A Volunteer’s Perspective in Ethiopia
By: Amy Borgman
There is more to volunteering with Grounds for Health than the campaign on the ground, reaching “women at the end of the road.” Just getting there is half the fun and gives even more of a perspective of what is out there in our wide, wonderful world.
My 6 AM flight left sleepy Burlington airport and dropped me off at LaGuardia where I transferred to the Emirates Airbus, holding 600 people on two levels; the economy passengers separated from the other passengers by a staircase and velvet rope. This is good training for the next part of the adventure.
Ethiopia is a wonderful country. The capitol, Addis Ababa, is a large cosmopolitan city of several million people that spreads over many miles. But as you head south towards the Sidama zone where the campaign took place, you see a more rural vista. Roads become increasingly worn and traffic consists less of cars than of trucks, donkey carts (LOTS of donkey carts!), pedestrians of all ages and goats, cattle, dogs and chickens. A five-hour ride south gets you to Awasa, the city on the beautiful lake, and another three hours eventually gets you to the health center, where the campaign would take place.

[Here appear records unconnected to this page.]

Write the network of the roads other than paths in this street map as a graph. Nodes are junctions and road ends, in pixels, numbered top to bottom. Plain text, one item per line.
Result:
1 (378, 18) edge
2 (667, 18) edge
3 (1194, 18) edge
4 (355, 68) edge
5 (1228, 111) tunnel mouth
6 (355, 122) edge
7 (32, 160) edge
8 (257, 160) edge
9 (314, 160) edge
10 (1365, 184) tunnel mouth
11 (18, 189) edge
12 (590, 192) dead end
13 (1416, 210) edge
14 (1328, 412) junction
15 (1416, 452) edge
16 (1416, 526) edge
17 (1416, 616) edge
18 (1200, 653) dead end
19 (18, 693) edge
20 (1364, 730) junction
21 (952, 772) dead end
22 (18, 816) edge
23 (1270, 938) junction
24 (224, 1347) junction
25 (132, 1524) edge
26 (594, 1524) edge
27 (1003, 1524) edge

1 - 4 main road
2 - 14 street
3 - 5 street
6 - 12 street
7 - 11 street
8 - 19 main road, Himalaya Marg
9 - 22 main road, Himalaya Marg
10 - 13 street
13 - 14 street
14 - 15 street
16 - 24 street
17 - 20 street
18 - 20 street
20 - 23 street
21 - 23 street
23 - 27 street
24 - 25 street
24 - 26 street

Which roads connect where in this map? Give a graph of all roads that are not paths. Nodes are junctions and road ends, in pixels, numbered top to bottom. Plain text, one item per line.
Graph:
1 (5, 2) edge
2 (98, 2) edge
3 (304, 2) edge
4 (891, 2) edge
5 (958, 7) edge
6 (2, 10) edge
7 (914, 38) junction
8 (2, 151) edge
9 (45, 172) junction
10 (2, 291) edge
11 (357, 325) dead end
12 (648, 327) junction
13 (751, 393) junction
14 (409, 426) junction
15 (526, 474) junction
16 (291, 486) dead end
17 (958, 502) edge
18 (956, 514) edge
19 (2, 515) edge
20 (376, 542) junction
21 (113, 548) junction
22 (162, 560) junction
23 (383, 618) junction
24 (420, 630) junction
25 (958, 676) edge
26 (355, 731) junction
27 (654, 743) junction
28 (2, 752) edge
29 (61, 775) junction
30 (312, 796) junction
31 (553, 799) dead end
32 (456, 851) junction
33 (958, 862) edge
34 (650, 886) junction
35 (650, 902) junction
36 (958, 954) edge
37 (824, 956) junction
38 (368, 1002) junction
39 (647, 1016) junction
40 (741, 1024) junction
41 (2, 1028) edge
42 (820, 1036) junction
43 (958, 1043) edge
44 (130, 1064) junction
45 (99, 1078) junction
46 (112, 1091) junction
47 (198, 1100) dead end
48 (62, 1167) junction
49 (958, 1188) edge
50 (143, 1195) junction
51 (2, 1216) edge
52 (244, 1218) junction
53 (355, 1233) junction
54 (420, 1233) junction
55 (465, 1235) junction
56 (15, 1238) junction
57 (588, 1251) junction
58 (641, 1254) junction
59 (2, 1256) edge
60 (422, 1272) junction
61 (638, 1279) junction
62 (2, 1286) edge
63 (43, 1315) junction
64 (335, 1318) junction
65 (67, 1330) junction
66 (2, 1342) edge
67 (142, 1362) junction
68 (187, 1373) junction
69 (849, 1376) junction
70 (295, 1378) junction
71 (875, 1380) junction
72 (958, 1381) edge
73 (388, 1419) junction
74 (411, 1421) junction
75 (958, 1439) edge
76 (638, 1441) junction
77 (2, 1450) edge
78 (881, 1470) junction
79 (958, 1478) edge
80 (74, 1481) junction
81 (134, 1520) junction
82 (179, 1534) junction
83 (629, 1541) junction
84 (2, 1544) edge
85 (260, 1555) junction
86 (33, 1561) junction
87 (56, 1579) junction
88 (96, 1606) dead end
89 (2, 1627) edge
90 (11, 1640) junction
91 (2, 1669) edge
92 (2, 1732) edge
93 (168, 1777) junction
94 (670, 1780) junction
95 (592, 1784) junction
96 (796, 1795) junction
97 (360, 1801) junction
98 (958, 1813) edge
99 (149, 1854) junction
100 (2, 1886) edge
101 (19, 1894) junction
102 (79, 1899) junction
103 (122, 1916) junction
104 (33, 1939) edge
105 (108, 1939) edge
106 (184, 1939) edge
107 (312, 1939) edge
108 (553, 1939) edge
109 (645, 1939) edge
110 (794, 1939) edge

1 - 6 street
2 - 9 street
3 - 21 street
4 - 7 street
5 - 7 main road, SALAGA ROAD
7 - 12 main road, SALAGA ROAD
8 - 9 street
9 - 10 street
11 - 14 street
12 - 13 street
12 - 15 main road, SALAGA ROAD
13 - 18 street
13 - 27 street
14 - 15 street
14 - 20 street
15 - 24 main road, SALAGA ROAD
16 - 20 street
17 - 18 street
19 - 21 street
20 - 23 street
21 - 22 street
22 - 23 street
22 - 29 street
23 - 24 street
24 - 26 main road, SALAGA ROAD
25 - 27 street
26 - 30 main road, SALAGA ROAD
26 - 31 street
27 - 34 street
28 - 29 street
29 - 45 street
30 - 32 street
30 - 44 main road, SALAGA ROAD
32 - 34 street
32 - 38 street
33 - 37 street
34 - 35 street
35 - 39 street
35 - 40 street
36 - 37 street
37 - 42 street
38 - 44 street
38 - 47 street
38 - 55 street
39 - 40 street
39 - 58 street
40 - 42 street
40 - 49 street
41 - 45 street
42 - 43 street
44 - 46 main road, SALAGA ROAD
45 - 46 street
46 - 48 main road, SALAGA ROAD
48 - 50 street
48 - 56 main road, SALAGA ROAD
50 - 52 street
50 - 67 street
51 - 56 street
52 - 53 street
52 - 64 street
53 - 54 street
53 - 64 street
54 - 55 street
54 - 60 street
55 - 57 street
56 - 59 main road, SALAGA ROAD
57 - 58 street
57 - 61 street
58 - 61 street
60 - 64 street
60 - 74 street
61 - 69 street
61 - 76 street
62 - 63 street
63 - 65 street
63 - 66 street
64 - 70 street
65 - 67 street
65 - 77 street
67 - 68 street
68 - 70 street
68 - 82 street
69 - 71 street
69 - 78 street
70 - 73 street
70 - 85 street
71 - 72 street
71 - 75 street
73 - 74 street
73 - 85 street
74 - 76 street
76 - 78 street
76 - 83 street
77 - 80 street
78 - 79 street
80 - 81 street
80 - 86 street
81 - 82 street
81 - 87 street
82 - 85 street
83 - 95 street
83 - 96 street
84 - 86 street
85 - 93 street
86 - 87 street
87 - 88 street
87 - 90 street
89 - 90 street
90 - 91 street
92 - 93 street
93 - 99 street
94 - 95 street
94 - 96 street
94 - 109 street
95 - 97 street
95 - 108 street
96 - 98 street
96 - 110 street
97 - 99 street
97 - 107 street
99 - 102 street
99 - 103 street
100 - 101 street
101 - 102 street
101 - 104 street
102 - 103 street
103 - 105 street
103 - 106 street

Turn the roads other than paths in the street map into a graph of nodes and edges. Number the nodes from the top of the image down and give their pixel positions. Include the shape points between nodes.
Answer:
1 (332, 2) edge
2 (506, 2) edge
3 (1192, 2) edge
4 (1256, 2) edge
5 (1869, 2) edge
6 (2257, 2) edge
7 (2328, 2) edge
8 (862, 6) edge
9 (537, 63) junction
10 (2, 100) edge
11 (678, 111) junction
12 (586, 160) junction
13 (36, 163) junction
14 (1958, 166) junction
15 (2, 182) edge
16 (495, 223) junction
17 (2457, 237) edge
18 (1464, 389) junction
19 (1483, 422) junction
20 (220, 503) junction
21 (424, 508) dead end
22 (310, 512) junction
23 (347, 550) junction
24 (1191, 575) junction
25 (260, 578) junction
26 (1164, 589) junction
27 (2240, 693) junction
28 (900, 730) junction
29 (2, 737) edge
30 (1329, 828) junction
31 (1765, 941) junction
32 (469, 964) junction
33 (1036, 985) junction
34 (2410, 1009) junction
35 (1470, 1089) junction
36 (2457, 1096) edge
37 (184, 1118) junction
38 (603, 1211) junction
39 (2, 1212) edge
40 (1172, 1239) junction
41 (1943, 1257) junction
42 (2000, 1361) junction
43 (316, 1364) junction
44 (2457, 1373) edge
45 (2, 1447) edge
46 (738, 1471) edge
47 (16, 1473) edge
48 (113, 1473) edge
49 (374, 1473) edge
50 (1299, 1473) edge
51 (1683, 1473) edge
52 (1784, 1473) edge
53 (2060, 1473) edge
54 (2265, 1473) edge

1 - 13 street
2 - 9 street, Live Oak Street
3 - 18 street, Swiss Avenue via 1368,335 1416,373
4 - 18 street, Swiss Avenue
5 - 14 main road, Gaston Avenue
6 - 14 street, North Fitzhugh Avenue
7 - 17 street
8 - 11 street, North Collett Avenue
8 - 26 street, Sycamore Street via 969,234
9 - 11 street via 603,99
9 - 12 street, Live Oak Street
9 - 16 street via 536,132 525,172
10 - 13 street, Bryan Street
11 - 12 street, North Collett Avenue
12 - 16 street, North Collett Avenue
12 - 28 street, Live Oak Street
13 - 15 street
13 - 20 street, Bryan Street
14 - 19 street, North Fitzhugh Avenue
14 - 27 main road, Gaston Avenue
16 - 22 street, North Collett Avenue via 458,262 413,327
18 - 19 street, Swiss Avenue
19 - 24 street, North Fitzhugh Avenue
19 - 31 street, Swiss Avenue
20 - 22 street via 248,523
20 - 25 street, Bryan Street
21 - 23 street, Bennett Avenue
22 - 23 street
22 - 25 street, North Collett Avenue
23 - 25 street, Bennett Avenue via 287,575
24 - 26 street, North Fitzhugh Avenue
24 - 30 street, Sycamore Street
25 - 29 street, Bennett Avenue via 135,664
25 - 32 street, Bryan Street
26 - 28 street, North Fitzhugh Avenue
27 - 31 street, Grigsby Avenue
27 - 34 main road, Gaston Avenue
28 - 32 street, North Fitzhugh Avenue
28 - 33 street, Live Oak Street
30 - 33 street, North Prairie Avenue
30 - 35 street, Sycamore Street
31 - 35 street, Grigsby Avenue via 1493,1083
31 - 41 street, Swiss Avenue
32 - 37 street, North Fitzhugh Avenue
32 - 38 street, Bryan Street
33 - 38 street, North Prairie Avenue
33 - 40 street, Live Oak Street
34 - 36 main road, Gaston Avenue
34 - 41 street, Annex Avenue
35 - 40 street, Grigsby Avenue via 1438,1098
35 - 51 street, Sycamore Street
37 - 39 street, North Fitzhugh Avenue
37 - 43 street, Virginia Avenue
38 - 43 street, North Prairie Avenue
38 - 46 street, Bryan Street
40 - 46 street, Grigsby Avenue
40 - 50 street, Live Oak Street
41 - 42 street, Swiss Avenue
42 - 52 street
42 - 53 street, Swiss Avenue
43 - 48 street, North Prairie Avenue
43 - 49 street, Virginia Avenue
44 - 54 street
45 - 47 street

I would say the health center has no running water, but that wouldn’t quite be accurate: since we were there in the rainy season, during the torrential afternoon rains we were able to catch water running from the downspouts into jerry cans. I would say it has no electricity but … well … it has no electricity.
It is amazing what a little ingenuity and lots of plastic sheeting and duct tape can do. Headlamps were worn by trainers and trainees to perform respectful and private exams. In addition, staff used water, chlorine and soap to perform High Level Disinfection of speculums throughout the campaign.
Since the idea of the Grounds for Health Model of VIA (visual inspection by acetic acid) is not only to screen and treat women for cervical cancer prevention and to train local providers to do the same, but also to be locally reproducible, everything that could be purchased locally was obtained locally. We all became experts in making swabbies. Give me a six- or eight-inch wooden stick and some cotton wadding and I’ll show you how!
The women eligible for the screening were between the ages of 30-49, had not been screened before (first time these mamas had ever seen a speculum), were not pregnant, and had not gone through menopause. They were amazing women, bravely facing this unfamiliar screening campaign led by a bunch of foreign strangers and remarkably young trainees.
I came away from this experience with great respect for the people of Ethiopia who showed me such warmth and kindness. I came home appreciating what so many of us take for granted—clean running water, electricity, access to transportation and communication. Thank you Grounds for Health for what you are doing. I am proud to have been a small part of it.